Spring 2021: Data Science for Computer Systems
ESE 680, MW 3:00-4:30PM
[Syllabus]
This course covers advanced topics at the
interface between data science and computer
systems. It surveys recent advances in data
science and their use in modeling, designing, and
managing complex software systems and hardware
architectures such as datacenter and cloud
computing. Discussion-oriented classes focus on
in-depth analysis of readings. Students will learn
to operationalize methods in data science and
statistical machine learning to complete a
collaborative research project.
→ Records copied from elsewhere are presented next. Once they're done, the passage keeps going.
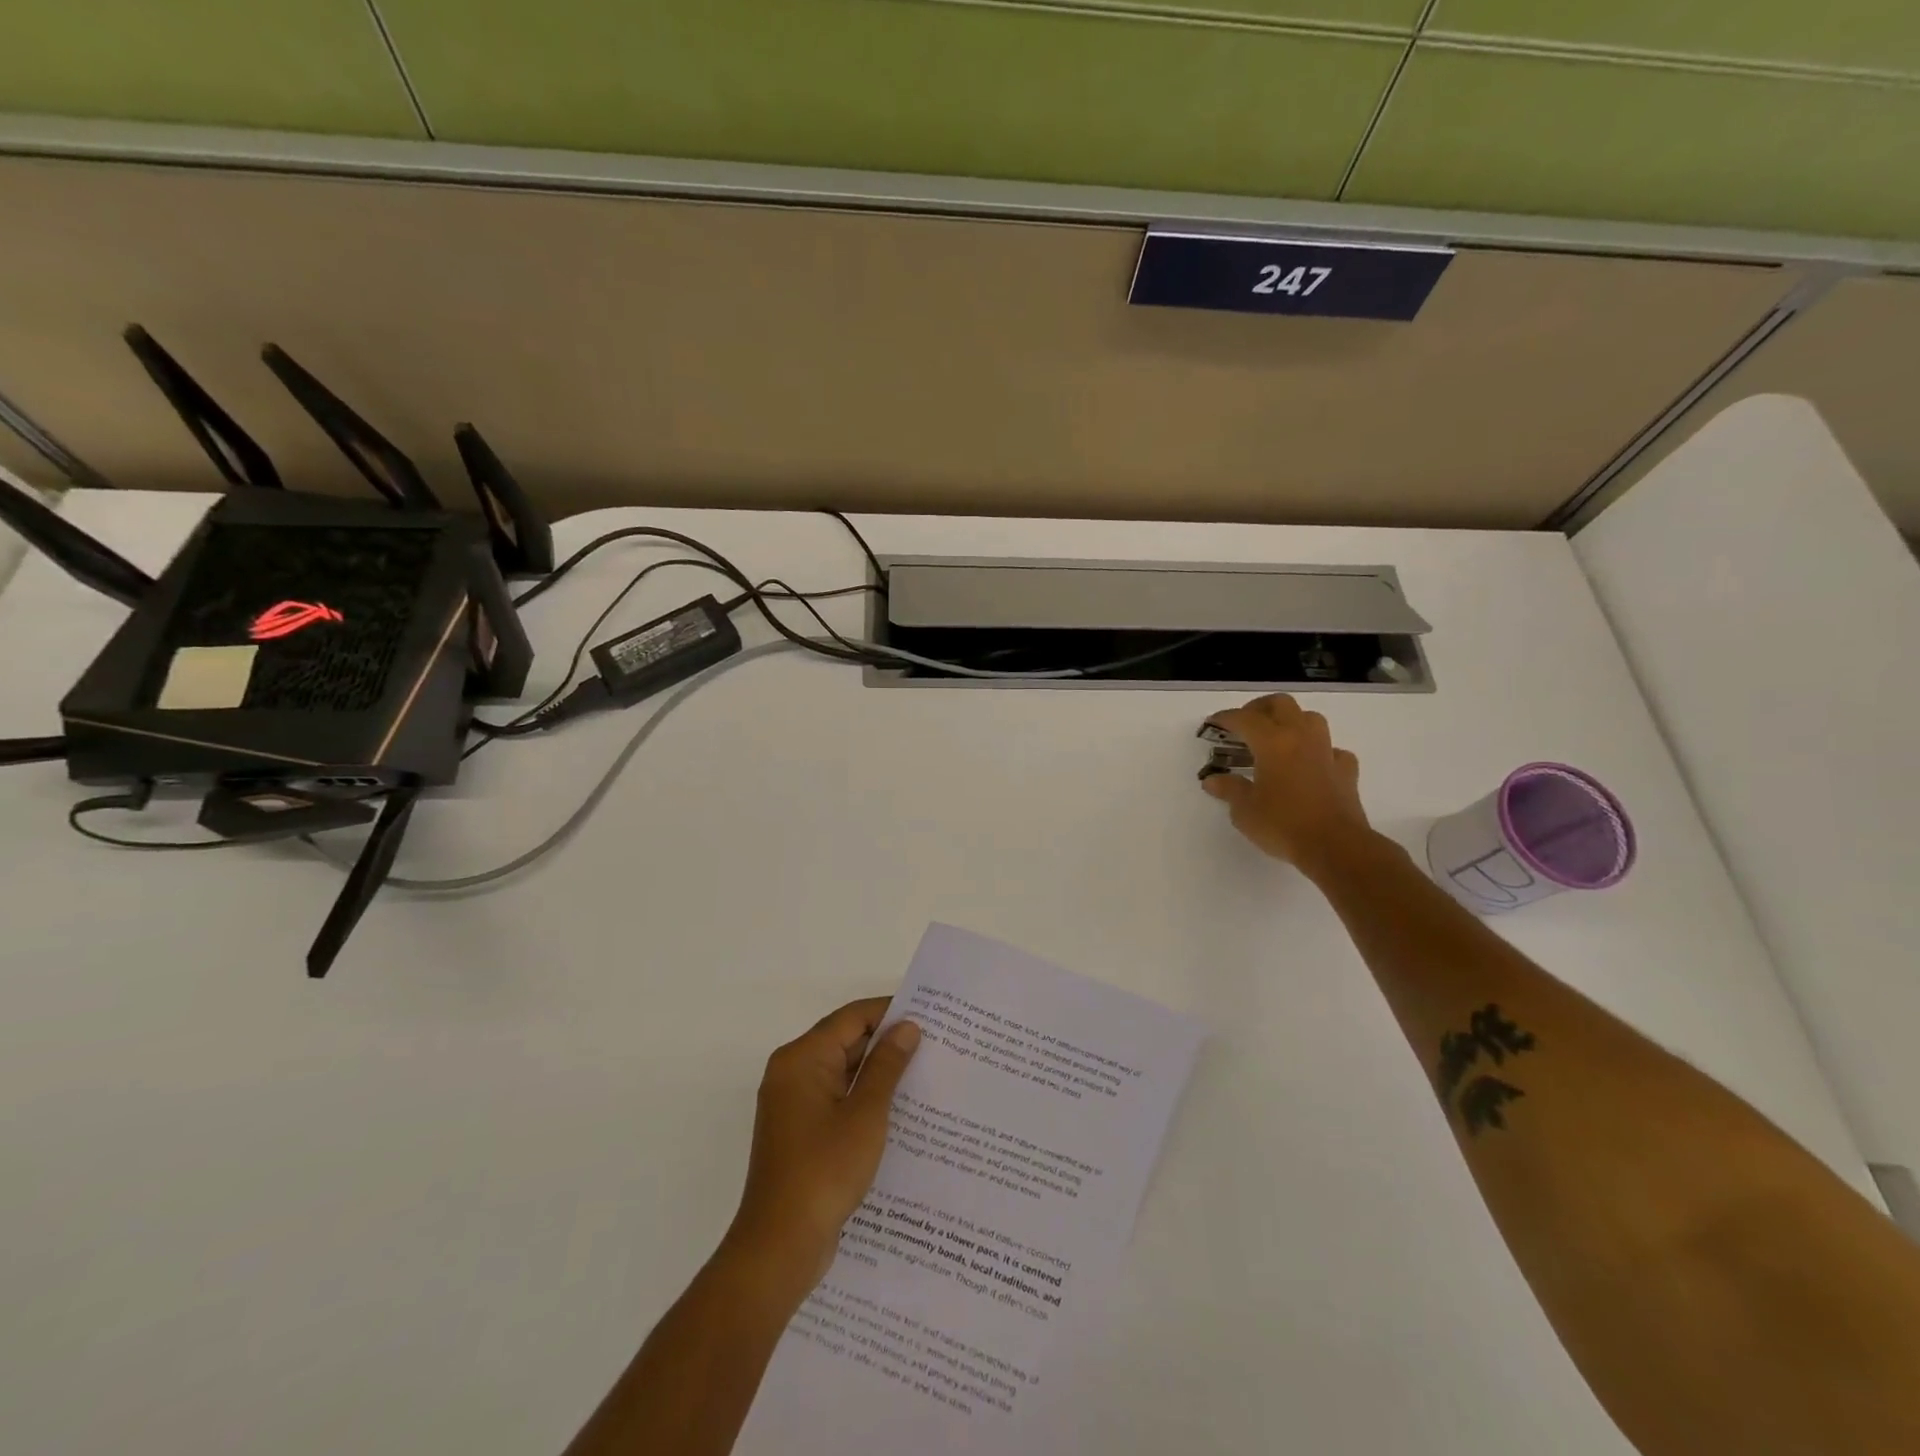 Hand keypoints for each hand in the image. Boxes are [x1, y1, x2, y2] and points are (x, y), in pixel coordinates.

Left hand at [722, 998, 921, 1297]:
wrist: (779, 1247)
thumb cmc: (824, 1172)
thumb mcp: (866, 1115)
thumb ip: (887, 1066)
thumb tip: (907, 1027)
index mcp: (802, 1058)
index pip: (852, 1017)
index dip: (890, 1012)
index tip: (929, 1015)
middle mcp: (792, 1071)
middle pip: (845, 1040)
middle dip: (887, 1042)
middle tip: (935, 1044)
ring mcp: (793, 1103)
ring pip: (842, 1070)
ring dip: (878, 1071)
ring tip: (925, 1072)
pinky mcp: (800, 1130)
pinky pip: (836, 1097)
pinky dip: (864, 1096)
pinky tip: (899, 1109)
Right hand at [1200, 693, 1373, 875]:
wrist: (1335, 846)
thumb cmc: (1283, 825)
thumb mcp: (1245, 810)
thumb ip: (1229, 789)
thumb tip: (1212, 780)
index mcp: (1272, 743)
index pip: (1244, 718)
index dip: (1225, 718)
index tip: (1212, 724)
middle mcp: (1301, 738)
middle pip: (1281, 704)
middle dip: (1259, 708)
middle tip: (1244, 724)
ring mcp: (1326, 752)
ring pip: (1310, 718)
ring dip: (1291, 721)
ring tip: (1277, 738)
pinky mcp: (1345, 770)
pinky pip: (1331, 749)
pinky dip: (1318, 750)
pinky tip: (1310, 764) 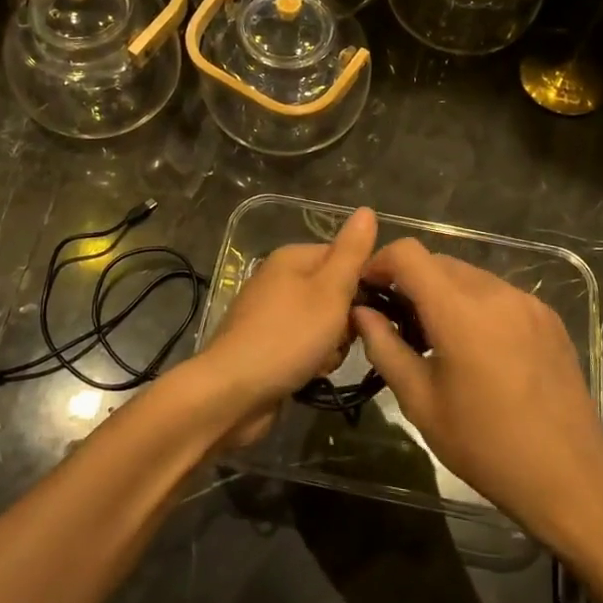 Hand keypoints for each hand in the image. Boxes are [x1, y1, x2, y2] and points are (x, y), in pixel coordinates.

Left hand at [186, 207, 376, 444]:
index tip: (369, 309)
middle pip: (335, 294)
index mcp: (292, 258)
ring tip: (321, 361)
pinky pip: (305, 346)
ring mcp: (271, 314)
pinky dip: (312, 360)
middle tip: (340, 338)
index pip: (345, 258)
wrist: (232, 392)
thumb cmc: (287, 336)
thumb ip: (352, 252)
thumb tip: (366, 210)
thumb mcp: (329, 291)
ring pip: (324, 325)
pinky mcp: (267, 346)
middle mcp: (279, 280)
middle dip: (345, 321)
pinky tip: (309, 375)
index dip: (362, 284)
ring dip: (331, 347)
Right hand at [353, 238, 602, 545]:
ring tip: (436, 337)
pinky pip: (498, 294)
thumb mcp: (420, 402)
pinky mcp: (548, 317)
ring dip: (442, 292)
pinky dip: (475, 305)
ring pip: (469, 276)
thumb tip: (361, 312)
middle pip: (438, 262)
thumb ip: (385, 347)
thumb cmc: (485, 445)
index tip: (367, 290)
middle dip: (409, 280)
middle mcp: (495, 292)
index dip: (379, 262)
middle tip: (395, 321)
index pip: (408, 254)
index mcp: (459, 311)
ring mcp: (527, 302)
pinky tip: (477, 347)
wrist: (571, 477) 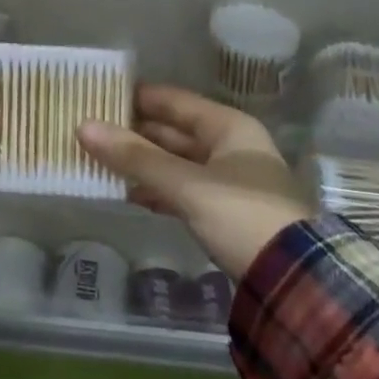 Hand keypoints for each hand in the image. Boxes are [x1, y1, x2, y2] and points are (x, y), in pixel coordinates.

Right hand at [77, 85, 307, 279]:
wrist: (294, 282)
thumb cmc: (242, 216)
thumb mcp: (186, 185)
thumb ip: (135, 157)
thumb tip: (83, 126)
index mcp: (228, 127)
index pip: (173, 101)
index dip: (136, 97)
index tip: (98, 96)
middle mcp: (229, 146)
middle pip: (172, 131)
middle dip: (133, 133)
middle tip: (89, 131)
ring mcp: (228, 180)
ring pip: (174, 162)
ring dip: (141, 163)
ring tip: (99, 161)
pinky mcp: (224, 211)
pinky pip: (181, 189)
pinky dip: (156, 189)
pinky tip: (128, 193) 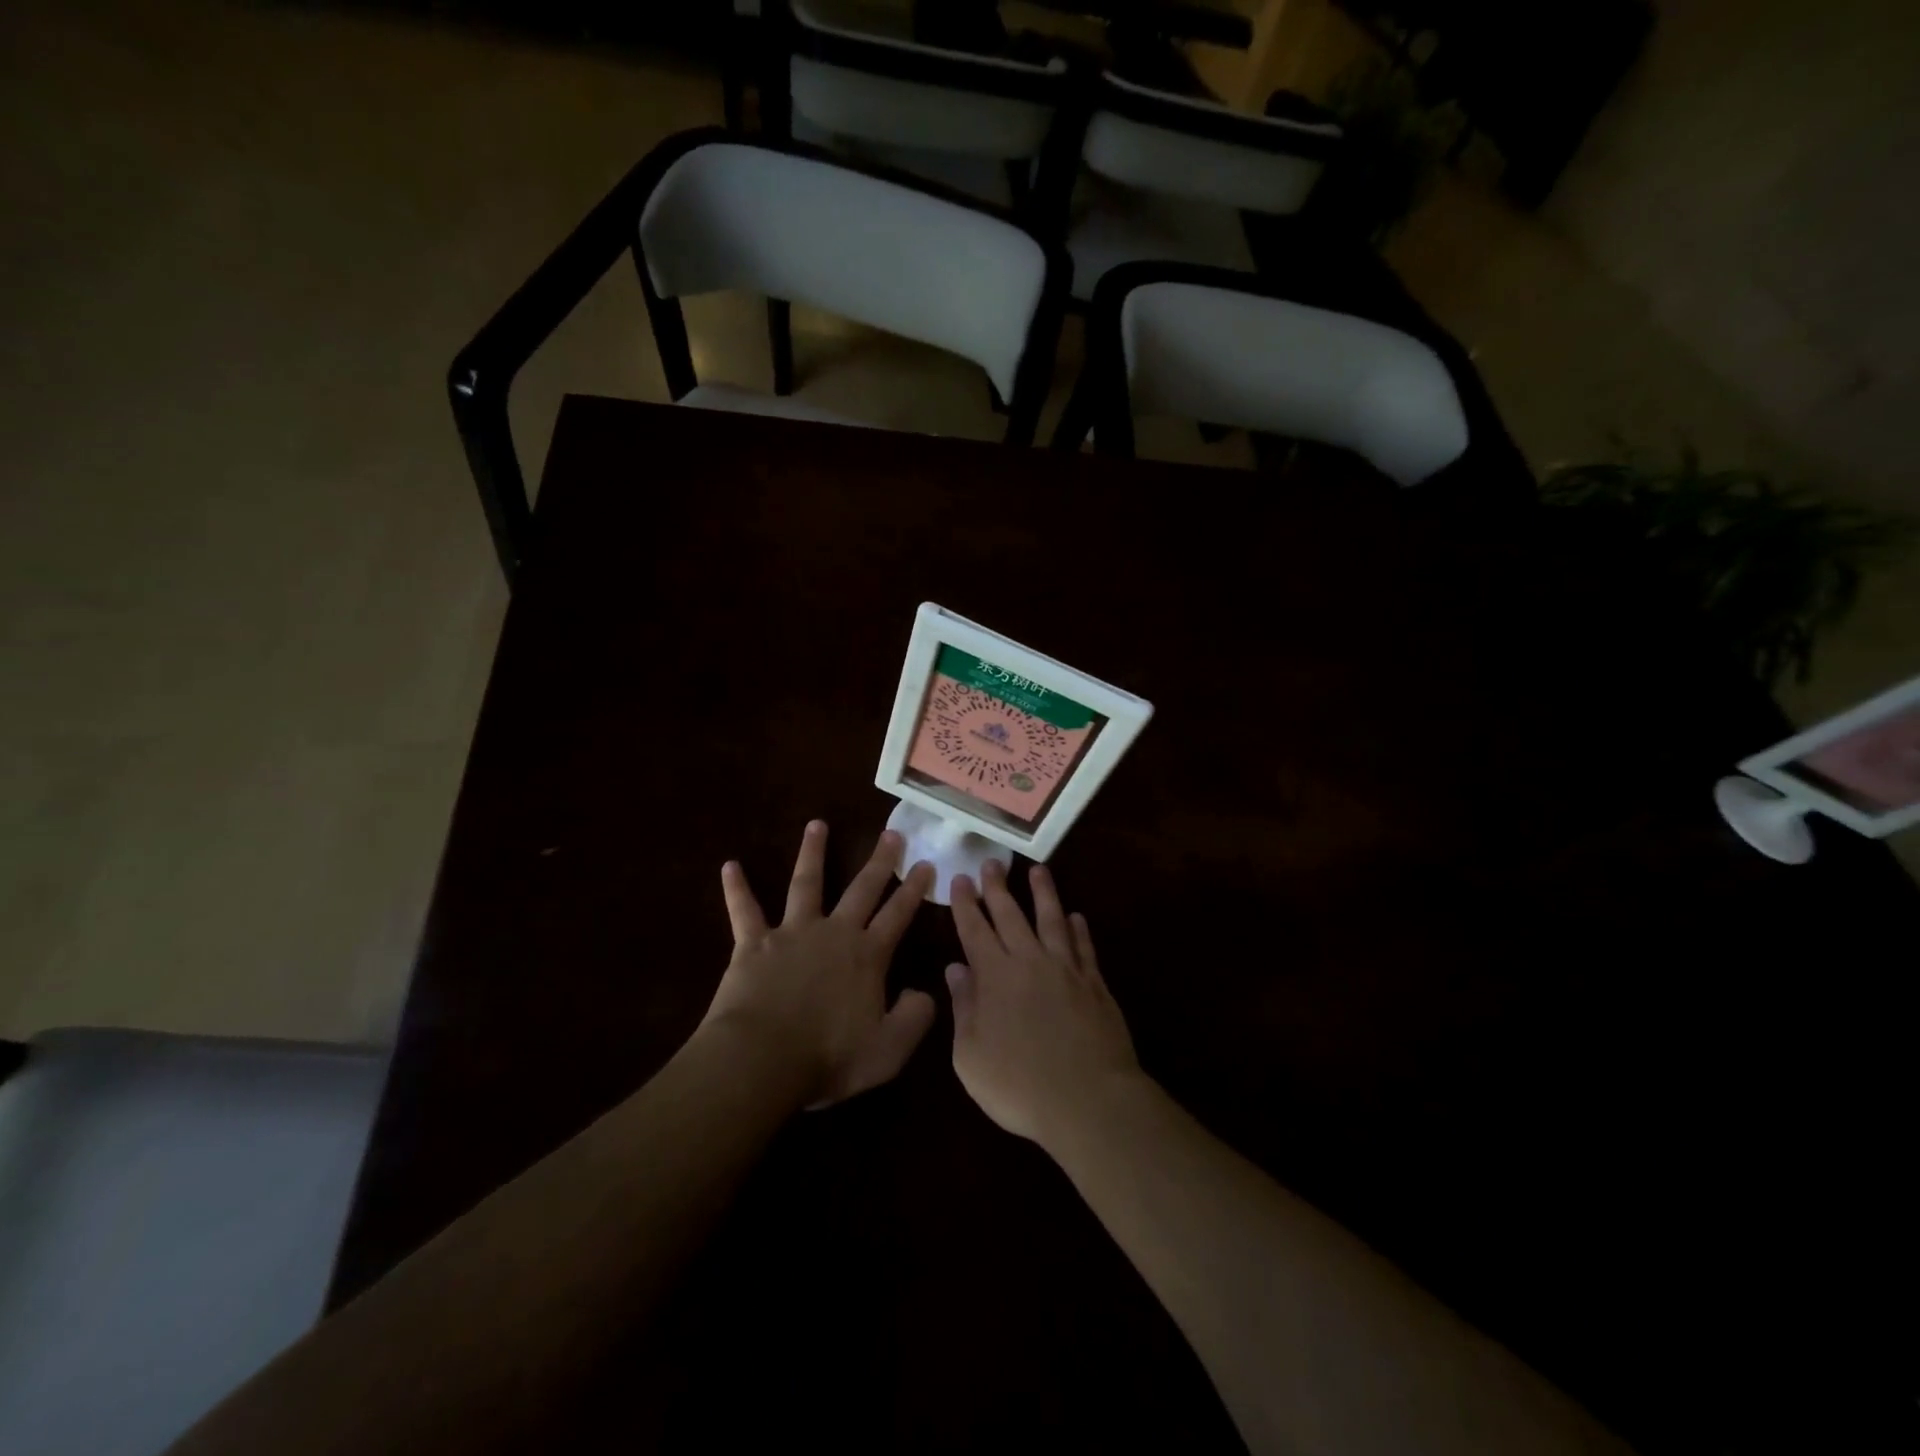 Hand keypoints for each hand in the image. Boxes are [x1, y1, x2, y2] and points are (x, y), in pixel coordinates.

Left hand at [704, 821, 937, 1108]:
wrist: (762, 1059)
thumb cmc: (828, 1057)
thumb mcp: (888, 1050)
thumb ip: (915, 1019)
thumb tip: (927, 993)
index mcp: (867, 956)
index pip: (898, 915)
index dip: (914, 890)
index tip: (926, 864)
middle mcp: (834, 933)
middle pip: (862, 889)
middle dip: (879, 861)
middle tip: (891, 832)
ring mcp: (792, 933)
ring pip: (806, 884)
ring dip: (812, 853)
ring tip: (816, 824)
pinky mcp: (754, 943)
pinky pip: (744, 910)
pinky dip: (736, 888)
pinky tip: (729, 865)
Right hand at [946, 860, 1140, 1147]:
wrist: (1087, 1100)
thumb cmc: (1018, 1084)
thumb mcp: (970, 1055)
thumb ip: (963, 1007)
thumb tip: (956, 969)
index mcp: (994, 976)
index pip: (975, 929)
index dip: (965, 904)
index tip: (959, 879)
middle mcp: (1029, 961)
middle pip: (1011, 914)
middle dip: (997, 887)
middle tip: (991, 862)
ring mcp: (1066, 969)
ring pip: (1052, 919)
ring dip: (1043, 893)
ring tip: (1038, 870)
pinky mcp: (1094, 984)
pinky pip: (1084, 946)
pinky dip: (1079, 929)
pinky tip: (1076, 917) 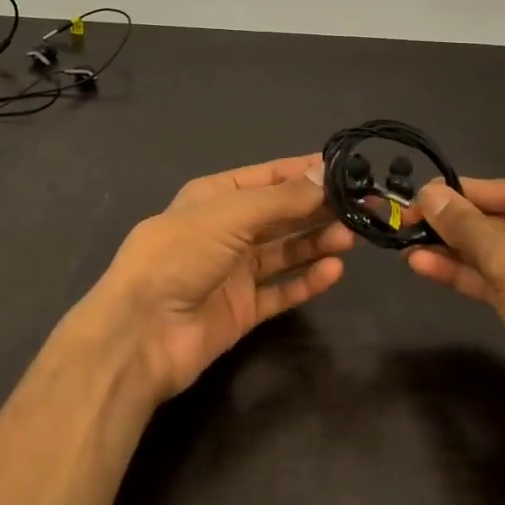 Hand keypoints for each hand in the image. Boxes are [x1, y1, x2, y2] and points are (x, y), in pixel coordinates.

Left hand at [80, 156, 354, 403]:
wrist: (139, 334)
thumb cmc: (180, 255)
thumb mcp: (231, 215)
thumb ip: (282, 199)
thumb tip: (326, 172)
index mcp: (215, 196)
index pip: (269, 177)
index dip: (305, 172)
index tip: (347, 170)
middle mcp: (226, 230)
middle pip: (281, 214)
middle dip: (319, 209)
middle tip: (364, 206)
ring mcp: (233, 271)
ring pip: (285, 251)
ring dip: (317, 242)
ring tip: (353, 237)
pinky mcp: (241, 310)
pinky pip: (280, 290)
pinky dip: (306, 280)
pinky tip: (334, 271)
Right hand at [407, 177, 504, 485]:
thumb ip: (466, 225)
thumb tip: (426, 192)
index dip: (466, 191)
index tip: (422, 191)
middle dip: (457, 224)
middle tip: (410, 218)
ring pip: (499, 254)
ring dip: (455, 250)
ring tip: (408, 242)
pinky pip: (501, 282)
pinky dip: (467, 274)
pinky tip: (425, 266)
Prerequisites
include introductory statistics or data science
(STAT 431, ESE 305, ESE 402), and computer systems
(CIS 380).
Faculty
Professor Benjamin Lee
leebcc@seas.upenn.edu
Office Hours: TBD
Syllabus
Grading
Participation/Discussion: 25%; Response Papers: 25%; Project/Paper: 50%
Academic Policy
Students are expected to follow the Code of Academic Integrity
of the University of Pennsylvania.
Participation / Discussion
This course uses a seminar, not a lecture, format. Each class covers particular
topics from assigned papers. Students are expected to read the assigned papers
and to prepare for course discussions. A student will be assigned to lead the
discussion for each paper.
Response Papers
The students should prepare an insightful critique of the assigned papers due at the
beginning of class. These response papers should take the form of a constructive review,
including (1) summary, (2) strengths, (3) weaknesses, (4) directions for future work.
These response papers should be no longer than one page per class. Papers will be evaluated
per brevity and depth of insight.
Project / Paper
The course ends with a research project. Intermediate deliverables
include a research statement, research plan, extended abstract,
final paper, and oral presentation.
Readings
Schedule
Students will read and discuss three research papers per week.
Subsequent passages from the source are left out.